Stored items:
*** Begin section ***
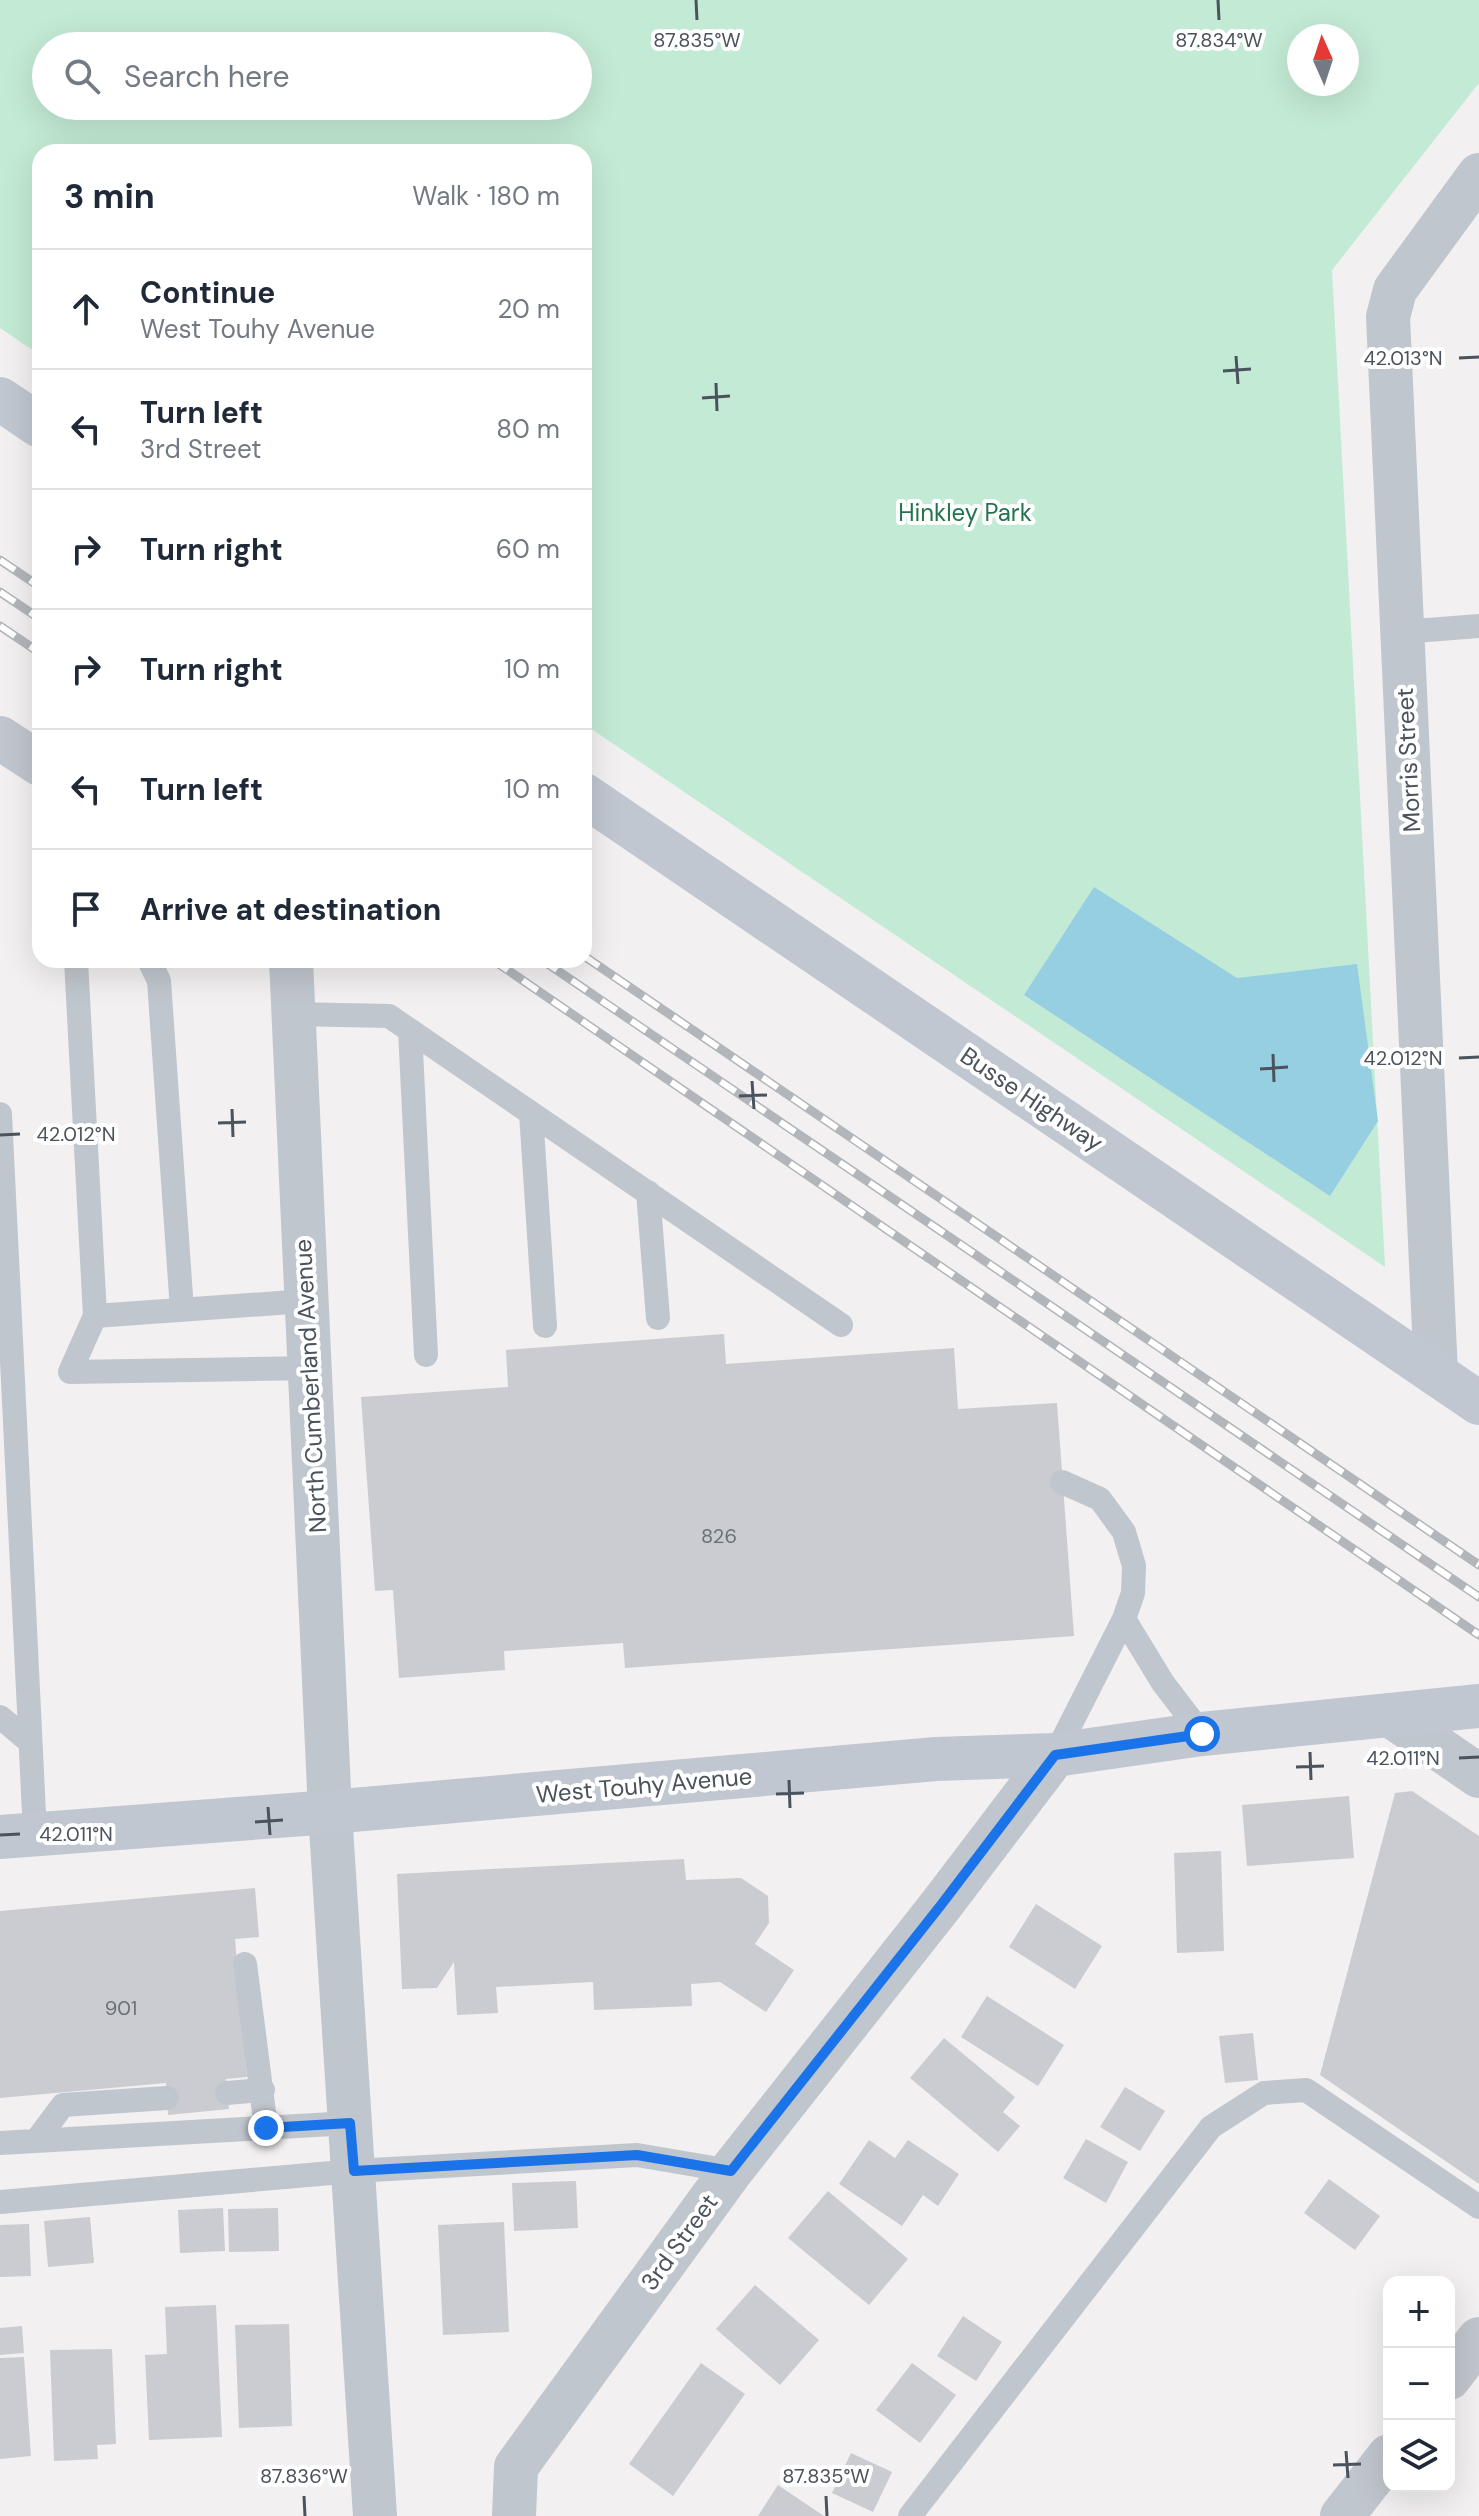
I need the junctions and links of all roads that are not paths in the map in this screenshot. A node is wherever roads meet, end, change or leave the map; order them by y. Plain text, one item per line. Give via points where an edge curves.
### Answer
1 (1479, 175) edge
2 (0, 399) edge
3 (32, 421) edge
4 (1479, 626) edge
5 (1402, 632) junction
6 (0, 738) edge
7 (32, 759) edge
8 (592, 800) edge
9 (76, 968) edge
10 (153, 968) edge
11 (291, 968) edge
12 (293, 1014) junction
13 (410, 1030) junction
14 (531, 1113) junction
15 (0, 1114) edge
16 (648, 1192) junction
17 (306, 1301) junction
18 (182, 1310) junction
19 (95, 1316) junction
20 (658, 1318) dead end
21 (841, 1325) dead end
22 (545, 1326) dead end
23 (426, 1355) dead end
24 (310, 1368) junction
25 (1436, 1374) junction
26 (1479, 1403) edge
27 (1062, 1482) dead end
28 (1124, 1619) junction
29 (1479, 1706) edge
30 (1390, 1715) junction
31 (0, 1717) edge
32 (1202, 1734) junction
33 (30, 1742) junction
34 (1055, 1755) junction
35 (1479, 1776) edge
36 (330, 1812) junction
37 (17, 1835) edge
38 (245, 1964) dead end
39 (263, 2090) junction
40 (227, 2093) dead end
41 (167, 2098) dead end
42 (350, 2123) junction
43 (266, 2128) junction
44 (36, 2141) junction
45 (0, 2143) edge
46 (354, 2171) junction
47 (731, 2171) junction
48 (0, 2202) edge
49 (1479, 2207) edge
50 (1479, 2339) edge
51 (1455, 2370) edge
52 (1383, 2464) edge
53 (375, 2516) edge
54 (514, 2516) edge
55 (910, 2516) edge
56 (1342, 2516) edge

1 - 5 street, Morris Street via 1395,290 1388,317
2 - 3 main road
4 - 5 lane
5 - 25 street, Morris Street
6 - 7 street
8 - 25 main road, Busse Highway
9 - 19 lane
10 - 18 lane via 159,981
11 - 12 street, North Cumberland Avenue
12 - 13 lane via 389,1016
12 - 17 street, North Cumberland Avenue
13 - 14 lane
13 - 23 lane
14 - 16 lane
14 - 22 lane
15 - 33 lane
16 - 20 lane
16 - 21 lane
17 - 18 lane
17 - 24 street, North Cumberland Avenue
18 - 19 lane
19 - 24 lane via 70,1372
24 - 36 street, North Cumberland Avenue
25 - 26 main road, Busse Highway
27 - 28 lane via 1100,1499 1124,1532 1134,1566 1133,1593
28 - 32 lane
28 - 34 lane
29 - 30 main road, West Touhy Avenue
30 - 32 main road, West Touhy Avenue
30 - 35 street
31 - 33 lane
32 - 34 main road, West Touhy Avenue
33 - 37 lane
34 - 36 main road, West Touhy Avenue via 936,1759
34 - 47 street, 3rd Street
36 - 37 main road, West Touhy Avenue
36 - 42 street, North Cumberland Avenue
38 - 39 lane
39 - 40 lane
39 - 43 lane
41 - 44 lane via 63,2105
42 - 43 lane
42 - 46 street, North Cumberland Avenue
43 - 44 lane
44 - 45 lane
46 - 47 lane via 637,2155
46 - 48 lane
46 - 53 street, North Cumberland Avenue
47 - 54 street, 3rd Street via 516,2467
49 - 55 lane via 1306,2090 1264,2093 1211,2127
50 - 51 street
52 - 56 street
*** End section ***
◆ What to do ◆
Full copy, no pictures: write out each line of the data exactly as it stands.

◆ Completed exercise ◆
I need the junctions and links of all roads that are not paths in the map in this screenshot. A node is wherever roads meet, end, change or leave the map; order them by y. Plain text, one item per line. Give via points where an edge curves.
### Answer
1 (1479, 175) edge
2 (0, 399) edge
3 (32, 421) edge
4 (1479, 626) edge
5 (1402, 632) junction
6 (0, 738) edge
7 (32, 759) edge
8 (592, 800) edge
9 (76, 968) edge
10 (153, 968) edge
11 (291, 968) edge
12 (293, 1014) junction
13 (410, 1030) junction
14 (531, 1113) junction
15 (0, 1114) edge
16 (648, 1192) junction
17 (306, 1301) junction
18 (182, 1310) junction
19 (95, 1316) junction
20 (658, 1318) dead end
21 (841, 1325) dead end
22 (545, 1326) dead end
23 (426, 1355) dead end
24 (310, 1368) junction
25 (1436, 1374) junction
26 (1479, 1403) edge
27 (1062, 1482) dead end
28 (1124, 1619) junction
29 (1479, 1706) edge
30 (1390, 1715) junction
31 (0, 1717) edge
32 (1202, 1734) junction
33 (30, 1742) junction
34 (1055, 1755) junction
35 (1479, 1776) edge
36 (330, 1812) junction
37 (17, 1835) edge
38 (245, 1964) dead end
39 (263, 2090) junction
40 (227, 2093) dead end
41 (167, 2098) dead end
42 (350, 2123) junction
43 (266, 2128) junction
44 (36, 2141) junction
45 (0, 2143) edge
46 (354, 2171) junction
47 (731, 2171) junction
48 (0, 2202) edge
49 (1479, 2207) edge
50 (1479, 2339) edge
51 (1455, 2370) edge
52 (1383, 2464) edge
53 (375, 2516) edge
54 (514, 2516) edge
55 (910, 2516) edge
56 (1342, 2516) edge

1 - 5 street, Morris Street via 1395,290 1388,317
2 - 3 main road
4 - 5 lane
5 - 25 street, Morris Street
6 - 7 street
8 - 25 main road, Busse Highway
9 - 19 lane
10 - 18 lane via 159,981
11 - 12 street, North Cumberland Avenue
12 - 13 lane via 389,1016
12 - 17 street, North Cumberland Avenue
13 - 14 lane
13 - 23 lane
14 - 16 lane
14 - 22 lane
15 - 33 lane
16 - 20 lane
16 - 21 lane
17 - 18 lane
17 - 24 street, North Cumberland Avenue
18 - 19 lane
19 - 24 lane via 70,1372
24 - 36 street, North Cumberland Avenue
25 - 26 main road, Busse Highway
27 - 28 lane via 1100,1499 1124,1532 1134,1566 1133,1593
28 - 32 lane
28 - 34 lane
29 - 30 main road, West Touhy Avenue
30 - 32 main road, West Touhy Avenue
30 - 35 street
31 - 33 lane
32 - 34 main road, West Touhy Avenue
33 - 37 lane
34 - 36 main road, West Touhy Avenue via 936,1759
34 - 47 street, 3rd Street
36 - 37 main road, West Touhy Avenue
36 - 42 street, North Cumberland Avenue
38 - 39 lane
39 - 40 lane
39 - 43 lane
41 - 44 lane via 63,2105
42 - 43 lane
42 - 46 street, North Cumberland Avenue
43 - 44 lane
44 - 45 lane
46 - 47 lane via 637,2155
46 - 48 lane
46 - 53 street, North Cumberland Avenue
47 - 54 street, 3rd Street via 516,2467
49 - 55 lane via 1306,2090 1264,2093 1211,2127
50 - 51 street
52 - 56 street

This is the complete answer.